For the unfamiliar, BAFK serves as an easy sampler of Nettspend’s free-associative style and his proclivity for distorted 808s and loose piano riffs, glimmering synths and recursive syntax. “She wan fuck but I’m shy / need a lit bitch, Tyla,” goes one typically confounding line. “Just touched down in the ‘Raq need to hit up Project Pat,” reads another. Much of the album’s front half feels perfunctory, though he’s still liable to toss off a stickily inverted malapropism like “money full of bag” on even the most straightforward mosh-pit plays. Bars like “Looking at me like a deer, cuz you know I took your doe” on “A$AP” feel genuinely inventive even if the song as a whole scans as a bad Xerox of his October single “F*CK SWAG,” which deployed a similar sound kit to better effect. But when he’s locked in, like on “Project Pat,” Nettspend can make buzzword soup go down easier than water. Nobody knows what it means, but it gets the people going.
Still, Nettspend’s real superpower has always been his poignancy. Look back to this summer’s “Nothing like uuu” where his lyrics about late nights in Richmond and bringing the drank into Nobu feel cataclysmic, not just life-changing but world-changing. That sentiment is the beating heart of BAFK distilled into “F*CK CANCER,” “Skipping Class,” and “Beach Leak.” The last one marks the album’s peak, sporting a starry-eyed Evilgiane beat that provides a perfect springboard for Nettspend to get totally misty-eyed as he falls asleep on dates and crowns himself “Future but Gen Z.” The hilarious Grimes sample on “Skipping Class” will certainly turn millennial heads, but the way that song zooms in on Nettspend’s age points to a key thematic issue plaguing BAFK: How do you market a rapper’s youth without making them seem too childish?
Nettspend has largely sidestepped questions about his age by ignoring it, a strategy that marries the eye rolling “of course this is all an act” absolution of Lil Tecca with the tapped-in, post-racial iconography of Yeat.

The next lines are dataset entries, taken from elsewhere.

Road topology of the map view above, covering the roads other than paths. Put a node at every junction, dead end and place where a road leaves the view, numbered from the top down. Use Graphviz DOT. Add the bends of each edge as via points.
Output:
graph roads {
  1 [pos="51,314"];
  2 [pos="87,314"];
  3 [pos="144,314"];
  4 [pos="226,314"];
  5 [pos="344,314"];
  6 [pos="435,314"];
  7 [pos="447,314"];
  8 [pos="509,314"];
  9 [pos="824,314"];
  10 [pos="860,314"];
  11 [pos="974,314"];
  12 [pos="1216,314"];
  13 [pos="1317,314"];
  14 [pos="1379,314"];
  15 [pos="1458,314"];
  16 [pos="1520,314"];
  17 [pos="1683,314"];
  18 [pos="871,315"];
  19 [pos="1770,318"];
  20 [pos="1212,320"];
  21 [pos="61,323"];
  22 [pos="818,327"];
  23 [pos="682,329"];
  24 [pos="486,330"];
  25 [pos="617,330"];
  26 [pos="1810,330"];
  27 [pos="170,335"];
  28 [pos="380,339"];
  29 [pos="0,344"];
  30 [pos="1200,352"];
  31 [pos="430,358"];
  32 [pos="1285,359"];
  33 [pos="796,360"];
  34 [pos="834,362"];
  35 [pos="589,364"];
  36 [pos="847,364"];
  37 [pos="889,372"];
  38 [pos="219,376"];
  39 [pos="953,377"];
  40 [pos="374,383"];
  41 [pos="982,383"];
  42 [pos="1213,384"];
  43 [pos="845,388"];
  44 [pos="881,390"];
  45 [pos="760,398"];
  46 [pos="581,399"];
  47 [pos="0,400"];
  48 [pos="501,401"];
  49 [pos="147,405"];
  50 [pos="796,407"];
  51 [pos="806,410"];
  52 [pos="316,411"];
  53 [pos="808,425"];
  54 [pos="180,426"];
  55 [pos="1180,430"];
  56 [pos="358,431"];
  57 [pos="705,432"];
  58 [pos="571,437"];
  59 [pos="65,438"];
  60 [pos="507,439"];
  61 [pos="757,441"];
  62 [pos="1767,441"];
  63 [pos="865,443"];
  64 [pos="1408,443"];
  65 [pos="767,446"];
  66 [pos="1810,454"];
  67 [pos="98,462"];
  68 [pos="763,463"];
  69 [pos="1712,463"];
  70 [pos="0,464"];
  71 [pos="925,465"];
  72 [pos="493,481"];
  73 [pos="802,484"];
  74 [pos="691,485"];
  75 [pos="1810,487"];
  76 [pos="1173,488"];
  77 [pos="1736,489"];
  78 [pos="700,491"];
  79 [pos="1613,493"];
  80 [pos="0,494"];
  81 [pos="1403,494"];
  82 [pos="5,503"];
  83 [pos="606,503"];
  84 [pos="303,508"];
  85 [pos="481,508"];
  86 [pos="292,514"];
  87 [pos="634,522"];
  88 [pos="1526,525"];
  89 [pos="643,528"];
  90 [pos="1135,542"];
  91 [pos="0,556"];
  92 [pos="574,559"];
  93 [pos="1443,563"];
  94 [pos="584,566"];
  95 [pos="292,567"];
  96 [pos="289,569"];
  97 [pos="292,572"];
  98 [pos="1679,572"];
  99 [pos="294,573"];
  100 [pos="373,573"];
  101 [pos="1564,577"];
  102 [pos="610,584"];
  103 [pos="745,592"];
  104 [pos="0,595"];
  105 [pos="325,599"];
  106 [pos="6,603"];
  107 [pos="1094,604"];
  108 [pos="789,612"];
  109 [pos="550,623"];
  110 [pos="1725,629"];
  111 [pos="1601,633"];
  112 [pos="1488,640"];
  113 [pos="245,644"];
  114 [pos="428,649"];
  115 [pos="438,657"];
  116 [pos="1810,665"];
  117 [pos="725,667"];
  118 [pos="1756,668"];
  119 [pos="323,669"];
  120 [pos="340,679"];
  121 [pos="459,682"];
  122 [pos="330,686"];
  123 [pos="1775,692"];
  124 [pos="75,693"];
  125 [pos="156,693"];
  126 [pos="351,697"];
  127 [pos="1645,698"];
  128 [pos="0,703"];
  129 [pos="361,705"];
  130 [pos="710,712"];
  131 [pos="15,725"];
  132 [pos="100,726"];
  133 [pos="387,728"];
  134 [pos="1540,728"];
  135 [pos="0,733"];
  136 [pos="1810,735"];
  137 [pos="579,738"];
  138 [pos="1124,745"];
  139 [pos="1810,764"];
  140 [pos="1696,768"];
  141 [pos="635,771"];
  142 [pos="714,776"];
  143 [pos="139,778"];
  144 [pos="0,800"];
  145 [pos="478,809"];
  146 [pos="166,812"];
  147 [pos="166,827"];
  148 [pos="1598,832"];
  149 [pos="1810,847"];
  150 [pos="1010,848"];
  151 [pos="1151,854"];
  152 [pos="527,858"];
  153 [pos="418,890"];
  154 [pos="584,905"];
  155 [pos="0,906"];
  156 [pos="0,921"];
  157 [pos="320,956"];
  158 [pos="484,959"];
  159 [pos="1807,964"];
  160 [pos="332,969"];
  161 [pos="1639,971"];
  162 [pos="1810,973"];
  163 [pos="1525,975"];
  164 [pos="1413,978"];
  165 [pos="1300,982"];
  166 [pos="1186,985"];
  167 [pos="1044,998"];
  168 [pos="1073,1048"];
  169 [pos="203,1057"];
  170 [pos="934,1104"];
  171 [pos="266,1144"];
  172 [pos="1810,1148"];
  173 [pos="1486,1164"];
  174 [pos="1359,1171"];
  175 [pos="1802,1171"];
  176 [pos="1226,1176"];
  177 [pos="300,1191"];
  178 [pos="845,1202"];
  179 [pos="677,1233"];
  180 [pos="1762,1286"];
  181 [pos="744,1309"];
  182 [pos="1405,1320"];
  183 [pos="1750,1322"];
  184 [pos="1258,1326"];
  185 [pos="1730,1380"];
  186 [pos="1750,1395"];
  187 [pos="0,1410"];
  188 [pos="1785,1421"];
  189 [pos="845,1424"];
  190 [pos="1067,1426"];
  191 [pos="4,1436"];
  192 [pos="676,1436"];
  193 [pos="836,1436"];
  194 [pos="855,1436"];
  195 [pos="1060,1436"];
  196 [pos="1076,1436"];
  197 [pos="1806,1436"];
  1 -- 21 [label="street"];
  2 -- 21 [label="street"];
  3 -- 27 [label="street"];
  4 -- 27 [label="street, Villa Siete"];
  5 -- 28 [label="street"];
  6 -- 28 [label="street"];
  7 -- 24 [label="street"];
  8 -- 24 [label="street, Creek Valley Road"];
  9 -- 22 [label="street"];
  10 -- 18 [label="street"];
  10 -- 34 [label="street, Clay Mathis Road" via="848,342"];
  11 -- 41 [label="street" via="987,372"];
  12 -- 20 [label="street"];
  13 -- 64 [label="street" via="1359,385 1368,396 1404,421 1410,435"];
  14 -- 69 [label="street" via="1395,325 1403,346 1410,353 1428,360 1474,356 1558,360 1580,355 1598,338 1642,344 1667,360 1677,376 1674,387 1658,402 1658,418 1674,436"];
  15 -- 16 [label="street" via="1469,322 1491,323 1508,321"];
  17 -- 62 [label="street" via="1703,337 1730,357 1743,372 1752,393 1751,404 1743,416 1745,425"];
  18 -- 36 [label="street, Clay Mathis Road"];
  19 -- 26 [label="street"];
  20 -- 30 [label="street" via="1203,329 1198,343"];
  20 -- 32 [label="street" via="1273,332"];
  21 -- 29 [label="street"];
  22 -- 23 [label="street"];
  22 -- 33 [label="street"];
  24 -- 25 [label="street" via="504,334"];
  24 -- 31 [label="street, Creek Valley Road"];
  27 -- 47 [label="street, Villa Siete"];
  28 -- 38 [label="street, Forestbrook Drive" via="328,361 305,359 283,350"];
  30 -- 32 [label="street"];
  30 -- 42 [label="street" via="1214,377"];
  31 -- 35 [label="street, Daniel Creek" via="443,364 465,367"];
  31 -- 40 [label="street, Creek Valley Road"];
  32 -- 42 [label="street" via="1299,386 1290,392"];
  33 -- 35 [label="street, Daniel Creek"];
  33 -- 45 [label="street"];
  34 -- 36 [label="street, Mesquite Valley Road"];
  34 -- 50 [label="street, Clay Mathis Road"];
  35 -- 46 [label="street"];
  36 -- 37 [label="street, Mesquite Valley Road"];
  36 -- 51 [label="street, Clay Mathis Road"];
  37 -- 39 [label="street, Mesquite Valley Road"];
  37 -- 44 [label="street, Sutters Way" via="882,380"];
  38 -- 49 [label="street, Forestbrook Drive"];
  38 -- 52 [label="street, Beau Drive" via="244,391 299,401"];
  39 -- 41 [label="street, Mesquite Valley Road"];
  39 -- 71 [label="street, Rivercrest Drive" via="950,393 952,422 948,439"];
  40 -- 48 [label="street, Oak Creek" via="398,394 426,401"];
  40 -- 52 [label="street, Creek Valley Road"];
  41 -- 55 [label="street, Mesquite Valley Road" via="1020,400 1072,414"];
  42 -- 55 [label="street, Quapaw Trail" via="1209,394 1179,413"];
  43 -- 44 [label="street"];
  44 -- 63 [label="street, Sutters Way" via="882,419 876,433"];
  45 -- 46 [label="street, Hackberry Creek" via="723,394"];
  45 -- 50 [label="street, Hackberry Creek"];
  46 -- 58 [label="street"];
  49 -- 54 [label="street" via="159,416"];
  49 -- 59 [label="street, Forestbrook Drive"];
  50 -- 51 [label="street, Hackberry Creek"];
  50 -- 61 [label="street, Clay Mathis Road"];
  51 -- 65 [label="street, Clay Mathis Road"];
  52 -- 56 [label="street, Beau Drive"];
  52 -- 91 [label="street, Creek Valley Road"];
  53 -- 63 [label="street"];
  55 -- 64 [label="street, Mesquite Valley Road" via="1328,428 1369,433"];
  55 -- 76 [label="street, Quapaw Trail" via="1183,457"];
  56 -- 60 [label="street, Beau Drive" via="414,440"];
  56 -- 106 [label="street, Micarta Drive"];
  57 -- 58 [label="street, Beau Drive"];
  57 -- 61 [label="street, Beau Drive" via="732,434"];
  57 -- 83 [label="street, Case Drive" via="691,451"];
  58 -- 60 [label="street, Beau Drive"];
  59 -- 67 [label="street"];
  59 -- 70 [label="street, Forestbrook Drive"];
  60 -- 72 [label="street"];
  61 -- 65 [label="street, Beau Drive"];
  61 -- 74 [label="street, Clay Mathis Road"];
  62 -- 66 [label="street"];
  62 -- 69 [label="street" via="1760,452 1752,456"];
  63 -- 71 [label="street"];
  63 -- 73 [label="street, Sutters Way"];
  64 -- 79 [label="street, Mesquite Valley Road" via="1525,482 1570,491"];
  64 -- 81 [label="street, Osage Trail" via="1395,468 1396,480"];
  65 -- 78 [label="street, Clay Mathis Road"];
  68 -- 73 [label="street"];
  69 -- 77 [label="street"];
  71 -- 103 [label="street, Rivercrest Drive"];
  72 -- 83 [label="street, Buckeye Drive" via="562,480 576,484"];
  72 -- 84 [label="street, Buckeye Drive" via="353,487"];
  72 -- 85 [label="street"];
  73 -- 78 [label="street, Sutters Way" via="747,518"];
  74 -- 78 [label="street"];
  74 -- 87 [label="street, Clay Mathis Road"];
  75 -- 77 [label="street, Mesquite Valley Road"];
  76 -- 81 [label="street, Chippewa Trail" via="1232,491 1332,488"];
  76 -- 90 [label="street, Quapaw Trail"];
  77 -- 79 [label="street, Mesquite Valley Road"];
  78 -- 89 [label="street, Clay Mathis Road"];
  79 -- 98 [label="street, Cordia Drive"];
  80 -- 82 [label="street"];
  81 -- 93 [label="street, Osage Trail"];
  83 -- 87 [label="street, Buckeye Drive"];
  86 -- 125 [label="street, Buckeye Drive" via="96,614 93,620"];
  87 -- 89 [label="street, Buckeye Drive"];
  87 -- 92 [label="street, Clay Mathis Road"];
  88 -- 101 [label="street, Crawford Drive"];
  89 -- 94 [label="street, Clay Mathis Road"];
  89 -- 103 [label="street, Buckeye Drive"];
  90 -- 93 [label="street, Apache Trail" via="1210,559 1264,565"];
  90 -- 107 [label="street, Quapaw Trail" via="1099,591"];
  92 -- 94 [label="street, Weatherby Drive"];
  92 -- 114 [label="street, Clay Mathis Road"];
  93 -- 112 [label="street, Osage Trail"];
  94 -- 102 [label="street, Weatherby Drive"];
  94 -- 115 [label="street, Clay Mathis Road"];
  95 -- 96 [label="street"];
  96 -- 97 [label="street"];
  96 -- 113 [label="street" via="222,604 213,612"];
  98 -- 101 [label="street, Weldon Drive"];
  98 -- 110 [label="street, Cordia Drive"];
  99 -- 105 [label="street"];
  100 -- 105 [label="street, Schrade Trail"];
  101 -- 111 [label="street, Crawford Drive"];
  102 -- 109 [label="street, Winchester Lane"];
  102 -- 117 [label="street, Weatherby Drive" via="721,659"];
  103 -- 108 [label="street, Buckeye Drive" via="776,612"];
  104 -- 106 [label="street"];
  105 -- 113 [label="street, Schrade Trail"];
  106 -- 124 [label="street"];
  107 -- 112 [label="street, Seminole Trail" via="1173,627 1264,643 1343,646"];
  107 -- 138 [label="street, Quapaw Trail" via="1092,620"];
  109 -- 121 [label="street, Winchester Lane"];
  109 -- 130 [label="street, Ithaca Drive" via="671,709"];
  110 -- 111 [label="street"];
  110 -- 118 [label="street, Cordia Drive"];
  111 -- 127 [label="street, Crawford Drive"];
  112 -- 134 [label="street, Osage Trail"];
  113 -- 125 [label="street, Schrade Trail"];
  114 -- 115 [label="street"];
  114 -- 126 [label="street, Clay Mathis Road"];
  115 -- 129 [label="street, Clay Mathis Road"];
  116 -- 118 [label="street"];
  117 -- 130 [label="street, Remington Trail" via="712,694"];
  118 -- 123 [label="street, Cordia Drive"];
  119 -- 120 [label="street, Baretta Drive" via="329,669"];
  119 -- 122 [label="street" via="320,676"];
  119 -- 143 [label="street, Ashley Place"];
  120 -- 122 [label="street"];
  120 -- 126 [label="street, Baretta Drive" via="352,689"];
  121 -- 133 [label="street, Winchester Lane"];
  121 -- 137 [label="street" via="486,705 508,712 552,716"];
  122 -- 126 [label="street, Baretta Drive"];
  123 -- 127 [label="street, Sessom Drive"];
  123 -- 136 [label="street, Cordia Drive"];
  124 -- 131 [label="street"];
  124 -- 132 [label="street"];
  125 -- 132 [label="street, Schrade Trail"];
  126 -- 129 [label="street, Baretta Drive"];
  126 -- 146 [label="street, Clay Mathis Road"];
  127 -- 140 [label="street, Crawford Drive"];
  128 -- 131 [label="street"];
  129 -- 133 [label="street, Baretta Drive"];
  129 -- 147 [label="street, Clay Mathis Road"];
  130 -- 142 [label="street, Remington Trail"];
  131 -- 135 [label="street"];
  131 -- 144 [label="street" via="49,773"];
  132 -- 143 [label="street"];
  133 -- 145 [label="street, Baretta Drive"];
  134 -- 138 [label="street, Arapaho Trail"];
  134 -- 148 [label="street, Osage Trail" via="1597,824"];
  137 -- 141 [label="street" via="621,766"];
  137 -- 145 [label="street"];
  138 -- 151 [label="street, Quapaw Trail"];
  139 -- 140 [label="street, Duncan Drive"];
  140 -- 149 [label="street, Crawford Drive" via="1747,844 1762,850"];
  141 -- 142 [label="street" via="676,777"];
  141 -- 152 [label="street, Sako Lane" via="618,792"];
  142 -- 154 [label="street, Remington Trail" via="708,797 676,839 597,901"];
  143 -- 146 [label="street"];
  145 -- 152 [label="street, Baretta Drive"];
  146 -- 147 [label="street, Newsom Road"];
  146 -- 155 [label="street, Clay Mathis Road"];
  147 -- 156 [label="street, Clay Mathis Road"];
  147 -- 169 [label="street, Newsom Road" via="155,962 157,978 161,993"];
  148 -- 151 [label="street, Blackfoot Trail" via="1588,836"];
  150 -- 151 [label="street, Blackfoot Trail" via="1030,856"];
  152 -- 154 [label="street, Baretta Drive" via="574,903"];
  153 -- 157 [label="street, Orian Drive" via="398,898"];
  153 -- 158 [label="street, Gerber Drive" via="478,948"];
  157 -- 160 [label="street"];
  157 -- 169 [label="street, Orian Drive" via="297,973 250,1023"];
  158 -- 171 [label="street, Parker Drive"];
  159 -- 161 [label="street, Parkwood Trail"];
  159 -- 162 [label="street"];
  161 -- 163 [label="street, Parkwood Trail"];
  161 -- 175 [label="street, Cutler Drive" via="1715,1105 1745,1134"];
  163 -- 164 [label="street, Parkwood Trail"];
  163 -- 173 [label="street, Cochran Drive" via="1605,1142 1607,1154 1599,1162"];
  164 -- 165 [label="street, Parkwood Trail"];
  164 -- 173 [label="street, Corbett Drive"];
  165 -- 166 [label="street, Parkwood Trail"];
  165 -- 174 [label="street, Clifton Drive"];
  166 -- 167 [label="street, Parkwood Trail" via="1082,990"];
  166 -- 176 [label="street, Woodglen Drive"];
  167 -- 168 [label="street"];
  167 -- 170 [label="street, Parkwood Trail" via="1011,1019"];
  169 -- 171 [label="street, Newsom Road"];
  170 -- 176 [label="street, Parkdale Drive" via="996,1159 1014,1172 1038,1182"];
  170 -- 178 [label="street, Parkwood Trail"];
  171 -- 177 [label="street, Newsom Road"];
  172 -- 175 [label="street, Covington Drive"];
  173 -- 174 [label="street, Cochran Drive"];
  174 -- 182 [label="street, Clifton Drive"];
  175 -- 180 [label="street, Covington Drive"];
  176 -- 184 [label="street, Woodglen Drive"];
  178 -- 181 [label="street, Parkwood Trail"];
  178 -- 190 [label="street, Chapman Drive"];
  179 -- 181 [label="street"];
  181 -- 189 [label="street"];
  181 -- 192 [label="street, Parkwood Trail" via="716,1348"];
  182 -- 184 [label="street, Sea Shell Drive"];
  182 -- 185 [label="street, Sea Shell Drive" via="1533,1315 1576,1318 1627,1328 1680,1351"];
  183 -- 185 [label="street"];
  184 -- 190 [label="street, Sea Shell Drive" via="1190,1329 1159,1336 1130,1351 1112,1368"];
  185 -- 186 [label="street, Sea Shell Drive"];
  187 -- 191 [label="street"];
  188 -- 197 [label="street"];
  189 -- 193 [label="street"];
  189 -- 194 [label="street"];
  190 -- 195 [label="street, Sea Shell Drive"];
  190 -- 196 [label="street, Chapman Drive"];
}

That’s helped separate the young rapper’s music from his image a little. But that sliver of separation is key to allowing more skeptical listeners to enjoy the music. So where Nettspend should come across as wise beyond his years (if only when it comes to expensive clothing and beautiful women), BAFK leans too hard into Peter Pan Syndrome. The thrill of a song like “withdrawals” isn’t in watching a child misbehave outlandishly (ahem, Dave Blunts), but in the idea that Nettspend has already grown up too fast, seen too much, that his art captures something true about the world we live in.
Nettspend might be having the time of his life right now, but I don’t buy that he wishes he could “just not grow up,” as he says on the album’s intro. That feels like a cheap ploy to emphasize the absurdity of it all: He looks like THIS, but he raps like THAT! Maybe that sort of hook is a prerequisite for artists to get attention these days, but Nettspend doesn’t have to resort to these sort of crass, lowest-denominator plays; you might even say it undermines the effort he’s put into maintaining an image of inaccessible swag. But when he chants a line like, “And I just dropped the blunt, I’m screaming ‘Where the hoes?’,” so seriously, I believe that Nettspend isn’t worried about looking cool at all. And what’s cooler than that?